▶ Required action
Copy out only those lines running from the line with "pinky dip: (189, 132)" to the end of the listing, keeping each one exactly as it is.

▶ Data
+++

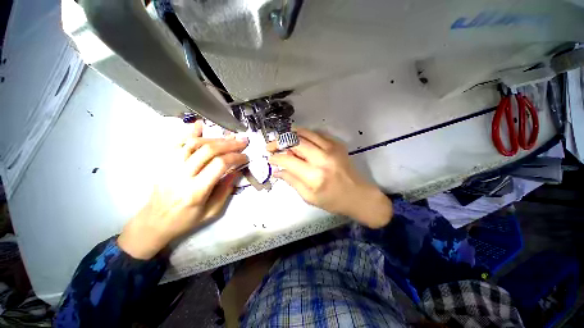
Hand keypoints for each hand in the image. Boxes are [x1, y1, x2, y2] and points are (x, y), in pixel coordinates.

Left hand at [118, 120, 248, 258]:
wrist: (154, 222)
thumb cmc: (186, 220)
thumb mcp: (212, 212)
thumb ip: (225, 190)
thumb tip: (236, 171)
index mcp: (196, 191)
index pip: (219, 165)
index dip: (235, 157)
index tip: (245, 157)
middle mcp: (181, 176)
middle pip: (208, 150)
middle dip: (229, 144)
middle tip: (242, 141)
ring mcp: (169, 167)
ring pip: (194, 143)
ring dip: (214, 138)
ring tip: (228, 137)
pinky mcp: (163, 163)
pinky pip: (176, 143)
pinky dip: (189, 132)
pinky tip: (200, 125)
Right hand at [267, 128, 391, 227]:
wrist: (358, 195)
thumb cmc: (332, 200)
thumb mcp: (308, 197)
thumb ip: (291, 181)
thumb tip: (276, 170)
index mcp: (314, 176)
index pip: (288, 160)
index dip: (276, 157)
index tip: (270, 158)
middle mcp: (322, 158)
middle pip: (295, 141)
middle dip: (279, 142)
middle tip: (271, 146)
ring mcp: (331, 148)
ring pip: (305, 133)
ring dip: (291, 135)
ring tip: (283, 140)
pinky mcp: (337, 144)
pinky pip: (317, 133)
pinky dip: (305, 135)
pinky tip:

+++

▶ Written reply
pinky dip: (189, 132)
pinky tip: (200, 125)
Right hand at [267, 128, 391, 227]:
wrist: (358, 195)
thumb cmc: (332, 200)
thumb mcp: (308, 197)
thumb ip: (291, 181)
thumb tip: (276, 170)
index mcp: (314, 176)
index pip: (288, 160)
index dip: (276, 157)
index tip: (270, 158)
middle mcp: (322, 158)
middle pip: (295, 141)
middle dip: (279, 142)
middle tip: (271, 146)
ring mcp: (331, 148)
ring pip: (305, 133)
ring dip: (291, 135)
ring tip: (283, 140)
pinky mcp: (337, 144)
pinky pip: (317, 133)
pinky dip: (305, 135)
pinky tip:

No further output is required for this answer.